Exposure of benzo[a]pyrene induces HCC exosome-circular RNA to activate lung fibroblasts and trigger organotropic metastasis

Benzo[a]pyrene (B[a]P), a carcinogen pollutant produced by combustion processes, is present in the western diet with grilled meats. Chronic exposure of B[a]P in hepatocellular carcinoma (HCC) cells promotes metastasis rather than primary proliferation, implying an unknown mechanism of B[a]P-induced malignancy. Given that exosomes carry bioactive molecules to distant sites, we investigated whether and how exosomes mediate cancer-stroma communications for a toxicologically associated microenvironment. Method: Exosomes were isolated from B[a]P stimulated BEL7404 HCC cells (7404-100Bap Exo) at an environmental relevant dose (100 nmol/L). Lung pre-education animal model was prepared via injection of exosomes and cytokines. The inflammatory genes of educated lungs were evaluated using quantitative reverse transcription PCR array. HCC LM3 cells transfected with firefly luciferase were next injected to monitor tumor burdens and organotropic metastasis. Profile of B[a]P-exposed exosomes were determined by ceRNA microarray. Interactions between circular RNA (circRNA) and microRNAs (miRNAs) were detected using RNA pull-down in target lung fibroblasts. Fluorescence in situ hybridization and RNA immunoprecipitation assay was used to evaluate the "on-off" interaction of circRNA-miRNA pairs. We further developed an adeno-associated virus inhalation model to examine mRNA expression specific in lung, thereby exploring the mRNA targets of B[a]P induced circRNA-miRNA cascade.

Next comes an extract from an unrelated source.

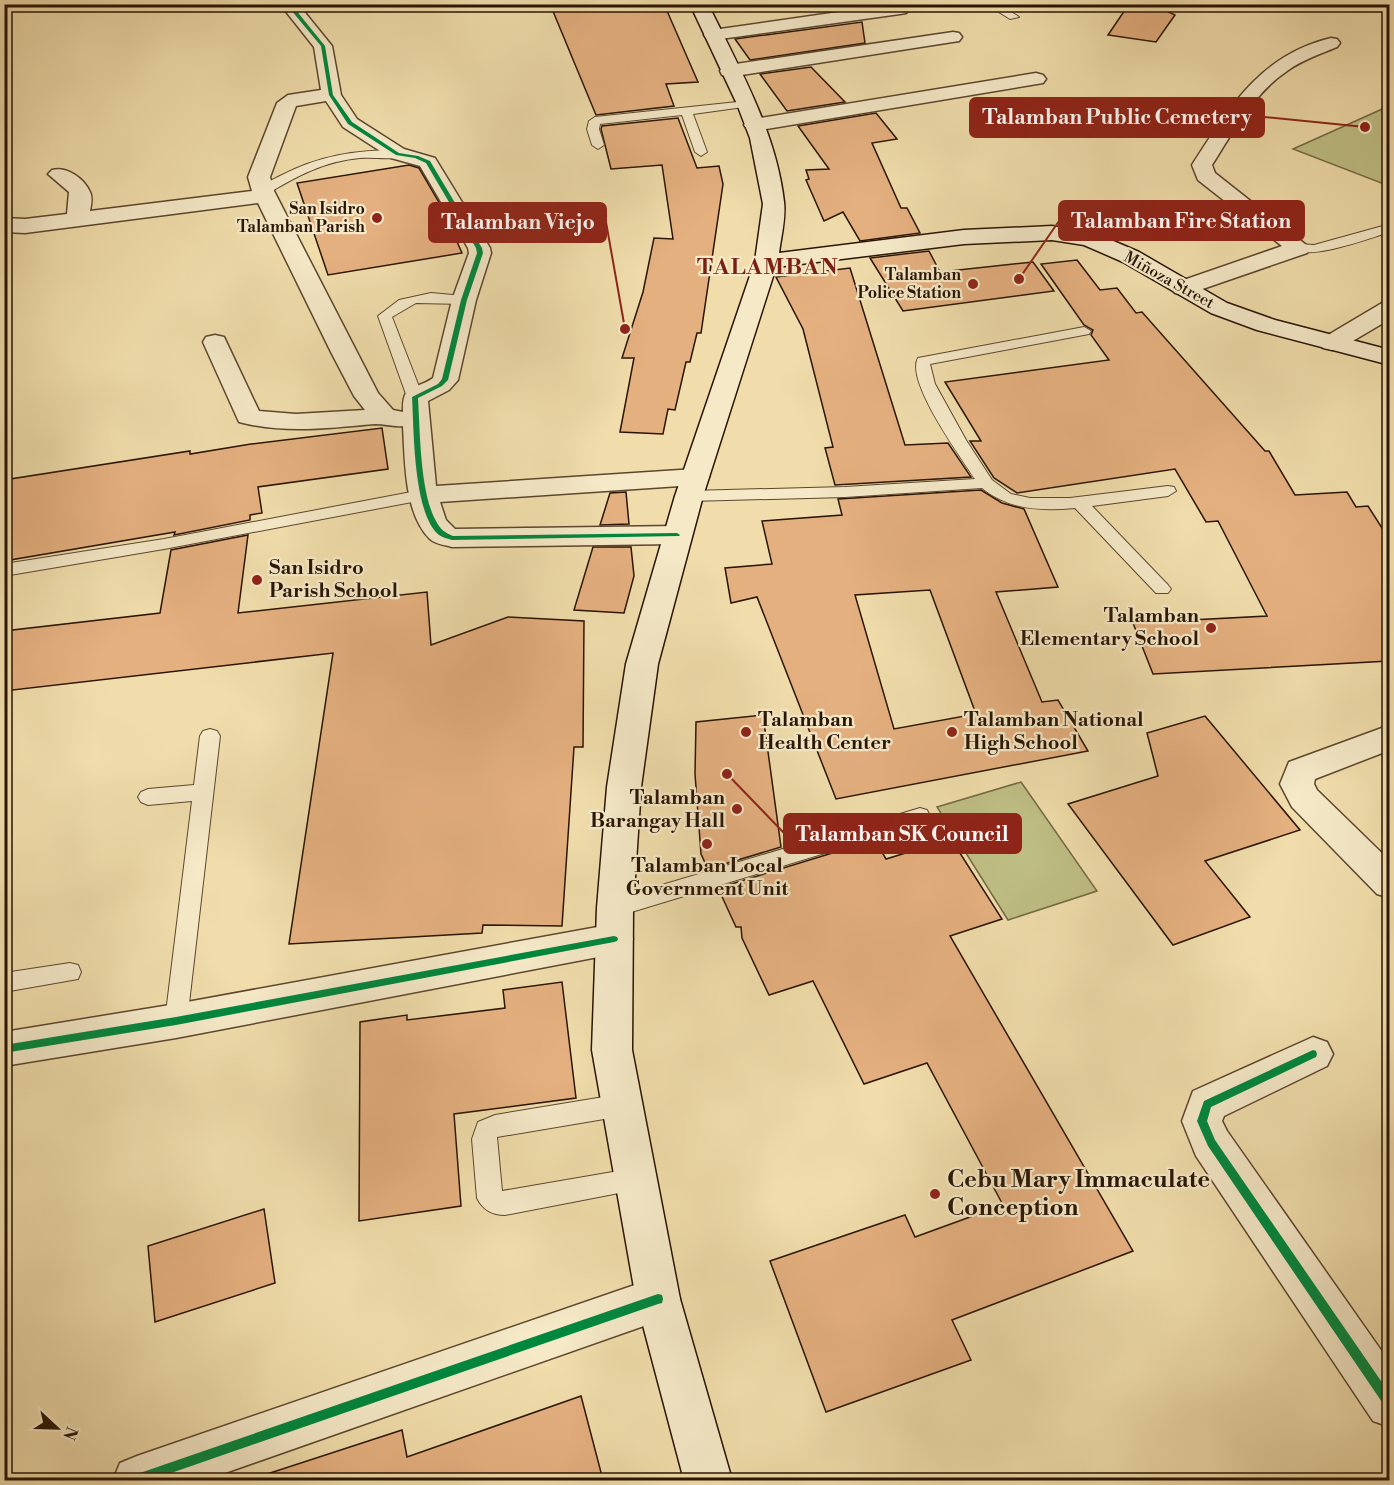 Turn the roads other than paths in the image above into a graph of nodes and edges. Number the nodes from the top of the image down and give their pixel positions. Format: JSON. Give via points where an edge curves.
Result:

We demonstrated that B[a]P-induced tumor exosomes can deliver circ_0011496 to activate miR-486-5p/TWF1/MMP9 cascade in the lung fibroblasts, generating a feedback loop that promoted HCC metastasis.

Lung fibroblasts exert activation phenotypes, including focal adhesion and motility were altered by 7404-100Bap Exo. In the exosome-educated in vivo model, fibrosis factors and pro-inflammatory molecules of are up-regulated when injected with exosomes. Compared to non-exposed 7404 cells, circ_0011496 was up-regulated following B[a]P treatment and was mainly packaged into 7404-100Bap Exo. Exosomal circ_0011496 were delivered and competitively bound to miR-486-5p in recipient fibroblasts. The down-regulation of miR-486-5p converted fibroblast to cancer-associated fibroblast via regulating the downstream of Twinfilin-1 (TWF1) and matrix metalloproteinase-9 (MMP9) cascade. Additionally, increased TWF1, specifically in exosomal circ_0011496 educated lungs, could promote cancer-stroma crosstalk via activating vascular endothelial growth factor (VEGF). These modulated fibroblasts promoted endothelial cells angiogenesis and recruited primary HCC cells invasion, as a consequence of a pre-metastatic niche formation.